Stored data
------------------------------

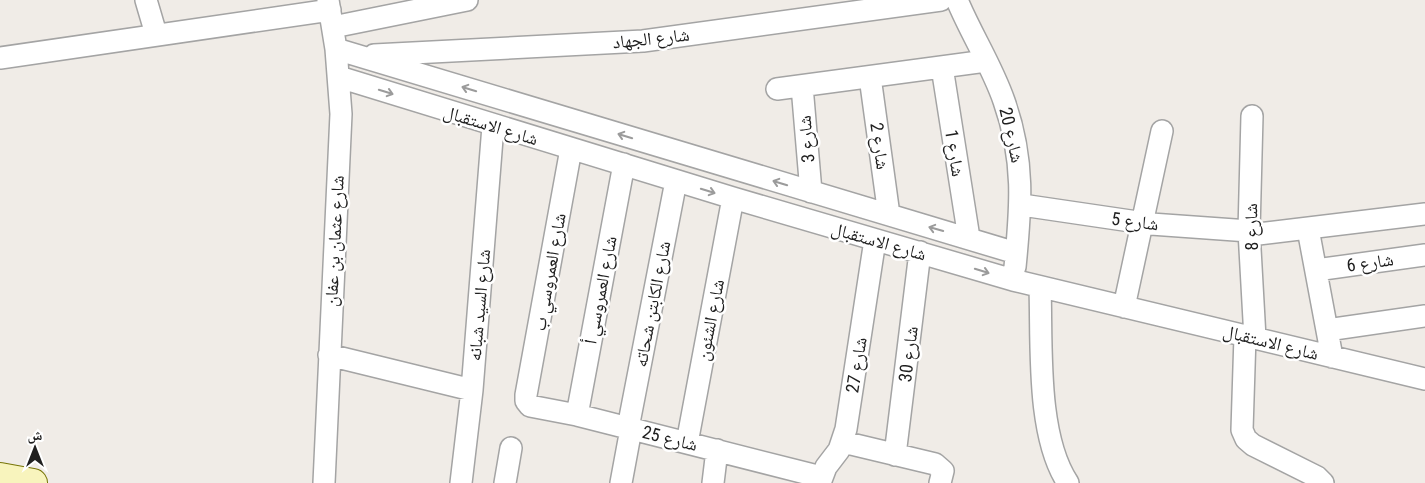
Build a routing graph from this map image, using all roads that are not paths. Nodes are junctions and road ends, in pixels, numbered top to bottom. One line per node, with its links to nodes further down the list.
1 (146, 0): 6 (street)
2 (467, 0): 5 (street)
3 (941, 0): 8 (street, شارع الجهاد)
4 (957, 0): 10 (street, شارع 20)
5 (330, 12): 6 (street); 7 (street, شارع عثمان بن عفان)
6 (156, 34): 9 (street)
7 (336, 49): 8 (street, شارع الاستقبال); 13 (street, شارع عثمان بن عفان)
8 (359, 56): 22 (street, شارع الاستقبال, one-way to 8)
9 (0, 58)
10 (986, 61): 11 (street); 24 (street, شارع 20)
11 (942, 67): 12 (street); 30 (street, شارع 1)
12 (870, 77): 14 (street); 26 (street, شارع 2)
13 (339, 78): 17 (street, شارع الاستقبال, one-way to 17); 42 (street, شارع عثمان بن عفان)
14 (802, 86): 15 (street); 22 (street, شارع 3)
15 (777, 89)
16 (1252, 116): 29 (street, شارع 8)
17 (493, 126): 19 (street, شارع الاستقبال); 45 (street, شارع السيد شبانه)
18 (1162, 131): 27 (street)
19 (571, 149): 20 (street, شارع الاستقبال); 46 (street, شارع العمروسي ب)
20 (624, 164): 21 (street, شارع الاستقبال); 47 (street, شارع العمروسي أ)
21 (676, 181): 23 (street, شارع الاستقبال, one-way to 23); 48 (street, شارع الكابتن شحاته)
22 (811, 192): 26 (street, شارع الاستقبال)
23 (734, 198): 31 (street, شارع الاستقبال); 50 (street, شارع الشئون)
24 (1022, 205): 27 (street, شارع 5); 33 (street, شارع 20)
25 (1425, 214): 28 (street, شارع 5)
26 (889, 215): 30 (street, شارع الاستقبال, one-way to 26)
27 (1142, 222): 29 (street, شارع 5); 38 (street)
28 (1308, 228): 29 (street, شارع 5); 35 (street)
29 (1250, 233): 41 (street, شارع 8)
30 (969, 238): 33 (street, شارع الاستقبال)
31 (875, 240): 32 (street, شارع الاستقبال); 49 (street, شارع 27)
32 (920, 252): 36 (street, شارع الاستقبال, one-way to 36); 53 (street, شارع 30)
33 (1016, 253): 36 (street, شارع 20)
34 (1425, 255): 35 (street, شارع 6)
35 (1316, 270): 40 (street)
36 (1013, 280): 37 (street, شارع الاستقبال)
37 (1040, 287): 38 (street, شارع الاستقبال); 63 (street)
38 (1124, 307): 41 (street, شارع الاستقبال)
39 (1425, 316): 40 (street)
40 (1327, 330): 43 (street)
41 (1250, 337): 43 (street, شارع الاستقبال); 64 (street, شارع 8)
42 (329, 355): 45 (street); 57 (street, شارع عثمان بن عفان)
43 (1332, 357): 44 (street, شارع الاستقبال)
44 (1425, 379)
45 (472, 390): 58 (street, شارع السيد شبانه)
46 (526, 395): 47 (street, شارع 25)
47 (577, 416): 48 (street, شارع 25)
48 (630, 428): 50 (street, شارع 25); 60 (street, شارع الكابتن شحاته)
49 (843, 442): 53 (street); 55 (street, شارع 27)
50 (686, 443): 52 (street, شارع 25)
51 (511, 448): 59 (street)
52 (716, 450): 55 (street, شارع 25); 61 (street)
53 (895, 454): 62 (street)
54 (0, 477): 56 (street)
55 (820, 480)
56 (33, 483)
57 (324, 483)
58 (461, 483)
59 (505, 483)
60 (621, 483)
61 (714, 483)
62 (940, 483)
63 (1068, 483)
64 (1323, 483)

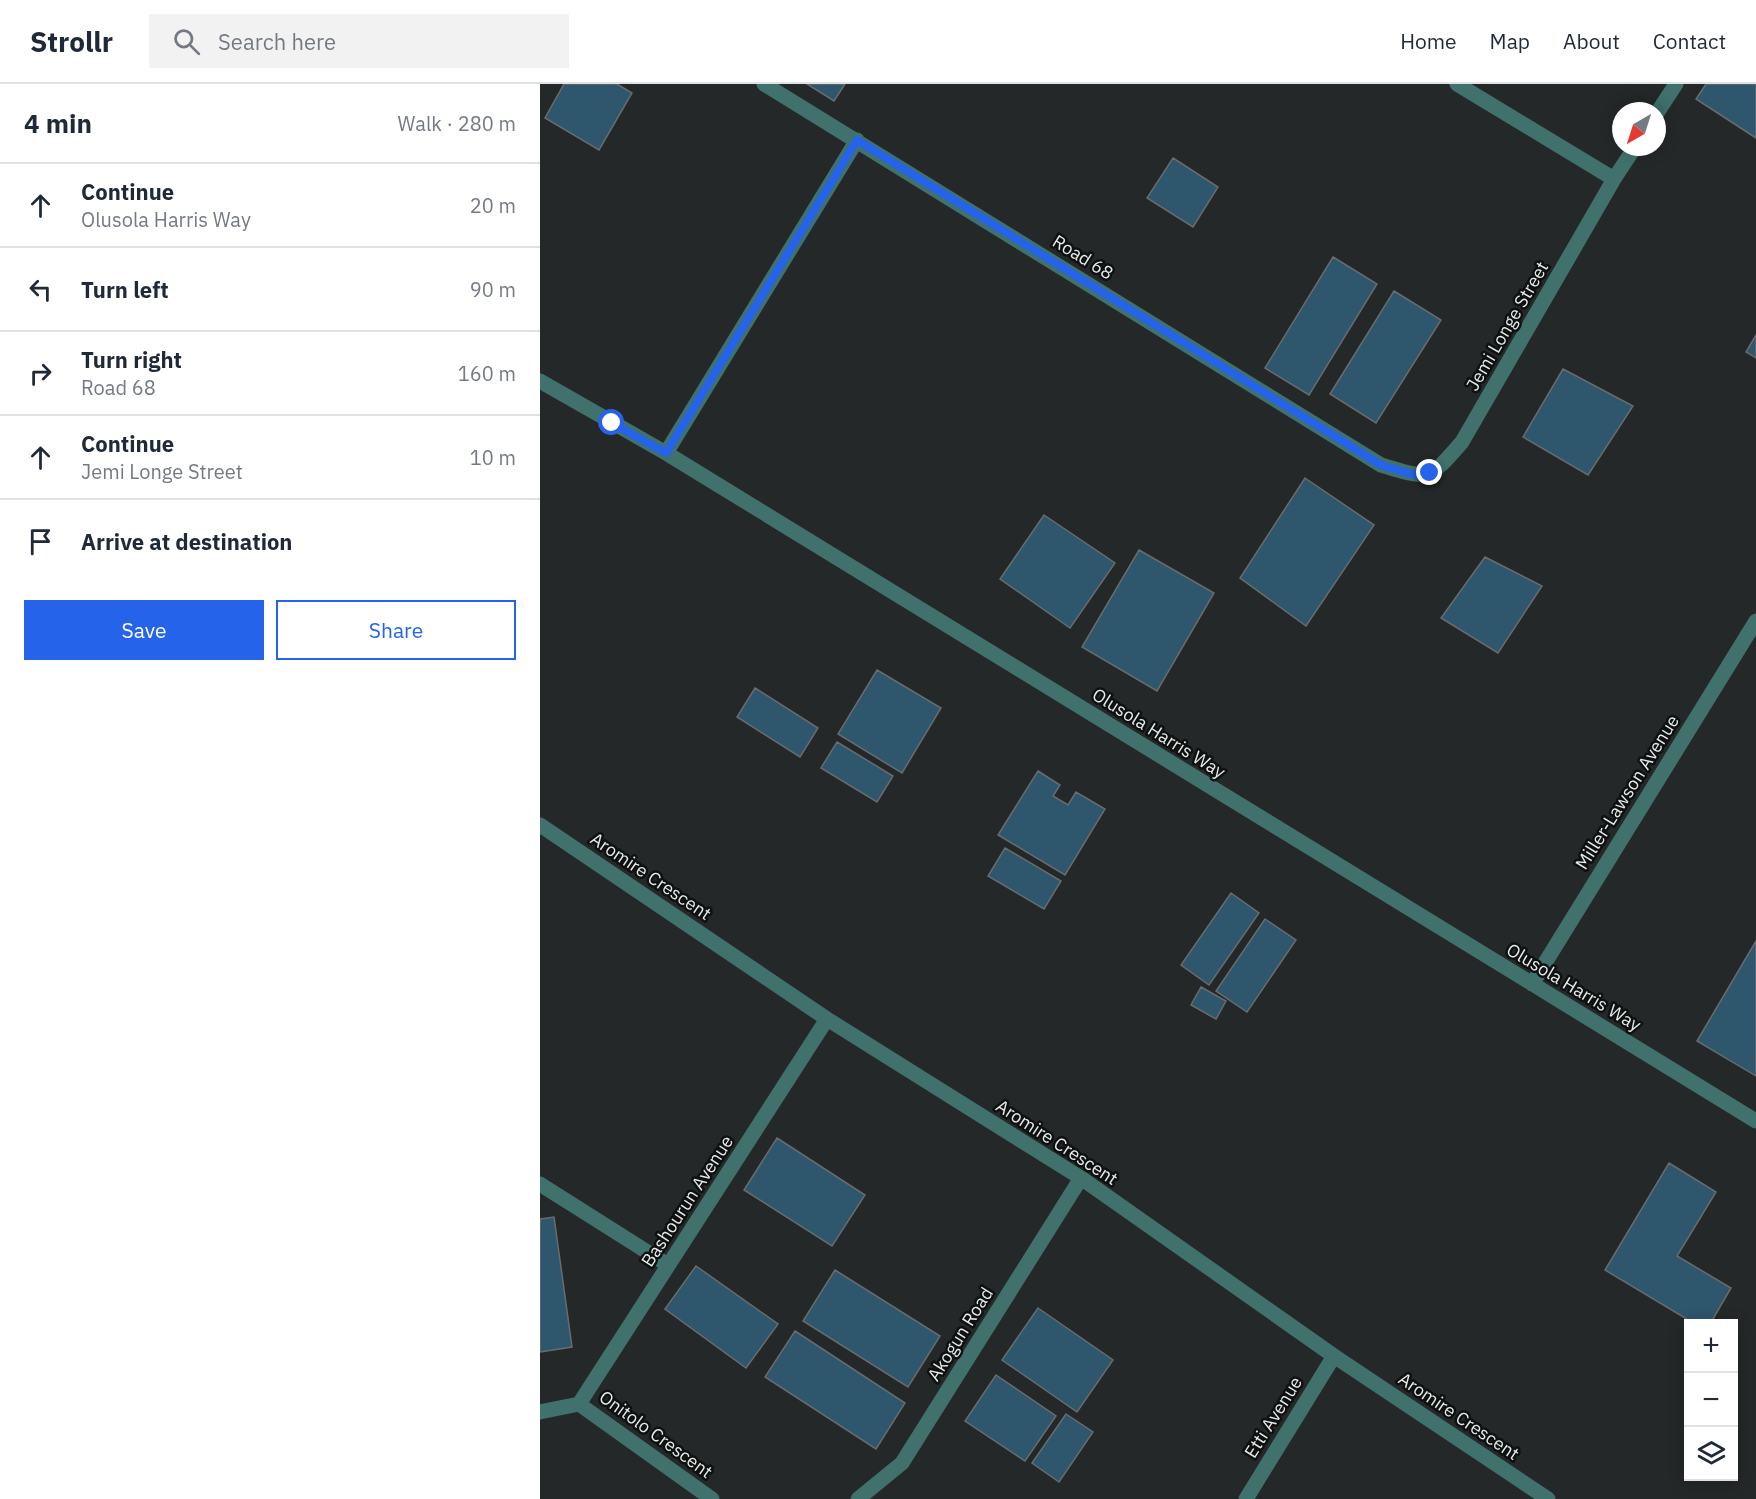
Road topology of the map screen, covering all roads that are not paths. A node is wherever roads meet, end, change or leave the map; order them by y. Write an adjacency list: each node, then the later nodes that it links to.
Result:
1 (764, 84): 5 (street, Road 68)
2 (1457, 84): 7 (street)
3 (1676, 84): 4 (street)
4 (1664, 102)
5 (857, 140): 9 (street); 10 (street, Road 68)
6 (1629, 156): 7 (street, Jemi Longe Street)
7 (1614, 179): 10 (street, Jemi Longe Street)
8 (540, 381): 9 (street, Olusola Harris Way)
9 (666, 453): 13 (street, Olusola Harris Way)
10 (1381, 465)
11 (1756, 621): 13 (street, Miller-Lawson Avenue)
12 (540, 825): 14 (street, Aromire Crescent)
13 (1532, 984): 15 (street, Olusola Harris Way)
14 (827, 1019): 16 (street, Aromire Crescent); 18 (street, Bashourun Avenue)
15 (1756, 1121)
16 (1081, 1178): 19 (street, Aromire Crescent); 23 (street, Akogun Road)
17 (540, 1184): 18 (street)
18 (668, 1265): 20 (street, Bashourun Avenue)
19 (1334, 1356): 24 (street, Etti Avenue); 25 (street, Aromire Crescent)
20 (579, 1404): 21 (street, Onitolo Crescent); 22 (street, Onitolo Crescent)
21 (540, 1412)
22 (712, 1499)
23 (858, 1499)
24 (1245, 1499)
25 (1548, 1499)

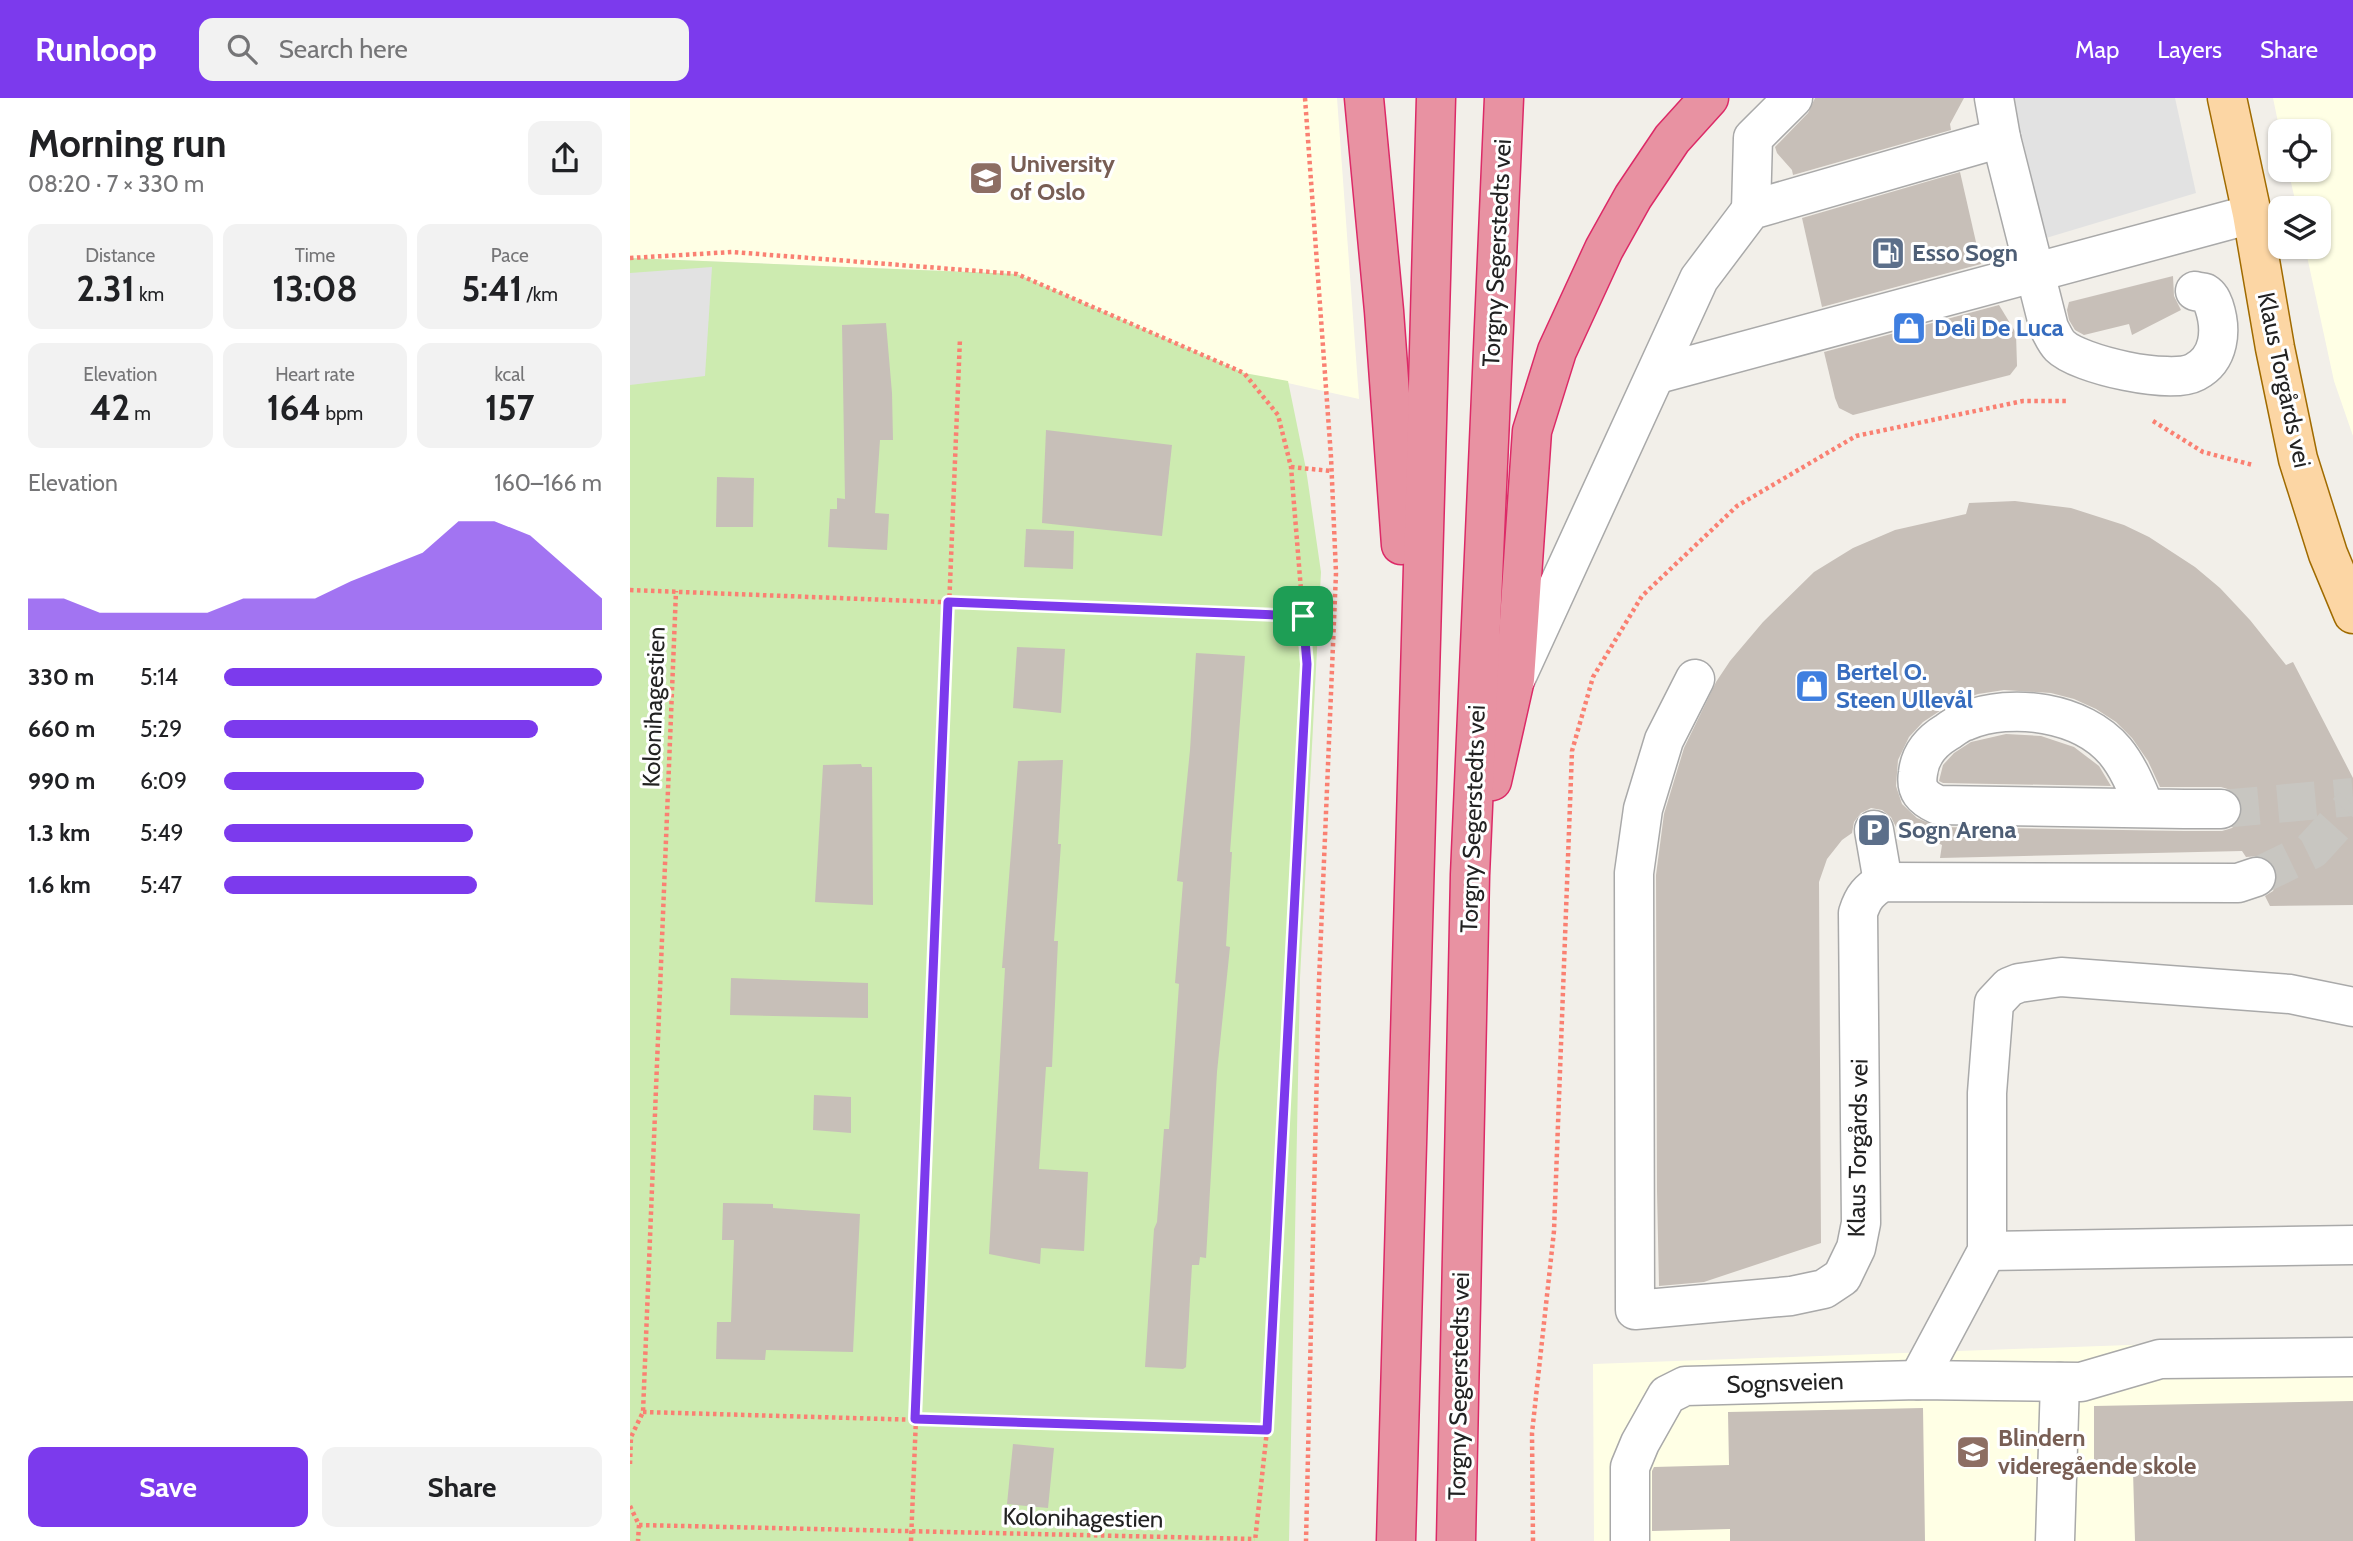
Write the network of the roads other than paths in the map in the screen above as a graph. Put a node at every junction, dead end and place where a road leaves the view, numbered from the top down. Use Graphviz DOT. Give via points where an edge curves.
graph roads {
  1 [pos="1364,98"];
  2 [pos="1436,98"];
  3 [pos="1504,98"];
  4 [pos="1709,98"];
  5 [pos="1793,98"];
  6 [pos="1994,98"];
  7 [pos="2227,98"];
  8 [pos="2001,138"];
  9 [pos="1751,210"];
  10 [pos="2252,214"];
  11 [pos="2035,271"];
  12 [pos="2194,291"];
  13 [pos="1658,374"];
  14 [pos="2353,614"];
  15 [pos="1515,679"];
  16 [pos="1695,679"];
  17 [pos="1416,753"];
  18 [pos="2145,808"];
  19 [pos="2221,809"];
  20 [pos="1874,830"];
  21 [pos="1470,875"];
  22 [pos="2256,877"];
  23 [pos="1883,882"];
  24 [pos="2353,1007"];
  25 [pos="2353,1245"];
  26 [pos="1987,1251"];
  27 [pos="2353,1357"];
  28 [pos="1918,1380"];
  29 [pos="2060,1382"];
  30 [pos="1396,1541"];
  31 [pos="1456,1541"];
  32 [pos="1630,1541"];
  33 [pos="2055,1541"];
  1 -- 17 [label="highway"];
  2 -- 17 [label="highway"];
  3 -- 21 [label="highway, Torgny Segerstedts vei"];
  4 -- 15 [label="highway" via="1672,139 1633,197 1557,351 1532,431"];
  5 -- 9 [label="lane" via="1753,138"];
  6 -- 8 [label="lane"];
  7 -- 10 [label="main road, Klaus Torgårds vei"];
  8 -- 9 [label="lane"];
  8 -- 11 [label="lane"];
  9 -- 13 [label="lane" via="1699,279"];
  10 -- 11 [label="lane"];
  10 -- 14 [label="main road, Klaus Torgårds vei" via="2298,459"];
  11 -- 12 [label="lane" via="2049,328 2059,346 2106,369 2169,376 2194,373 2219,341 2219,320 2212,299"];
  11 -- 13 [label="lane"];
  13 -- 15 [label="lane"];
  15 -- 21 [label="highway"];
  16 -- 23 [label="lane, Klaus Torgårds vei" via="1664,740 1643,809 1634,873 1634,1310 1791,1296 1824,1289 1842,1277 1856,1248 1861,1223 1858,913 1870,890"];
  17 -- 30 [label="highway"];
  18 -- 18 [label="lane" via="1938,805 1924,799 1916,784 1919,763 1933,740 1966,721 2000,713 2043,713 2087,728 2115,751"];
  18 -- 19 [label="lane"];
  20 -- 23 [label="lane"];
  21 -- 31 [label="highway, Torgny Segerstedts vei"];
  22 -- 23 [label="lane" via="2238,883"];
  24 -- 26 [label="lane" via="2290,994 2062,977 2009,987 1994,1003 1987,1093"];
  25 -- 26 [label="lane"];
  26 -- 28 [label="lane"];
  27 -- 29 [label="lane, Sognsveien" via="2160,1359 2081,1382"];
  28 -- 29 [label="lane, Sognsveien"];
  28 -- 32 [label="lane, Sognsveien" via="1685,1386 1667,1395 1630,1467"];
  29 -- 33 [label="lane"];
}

------------------------------

**WHAT TO DO**
Give the number of lines above that hold the word "roads", and nothing more.

**EXERCISE ANSWER**
4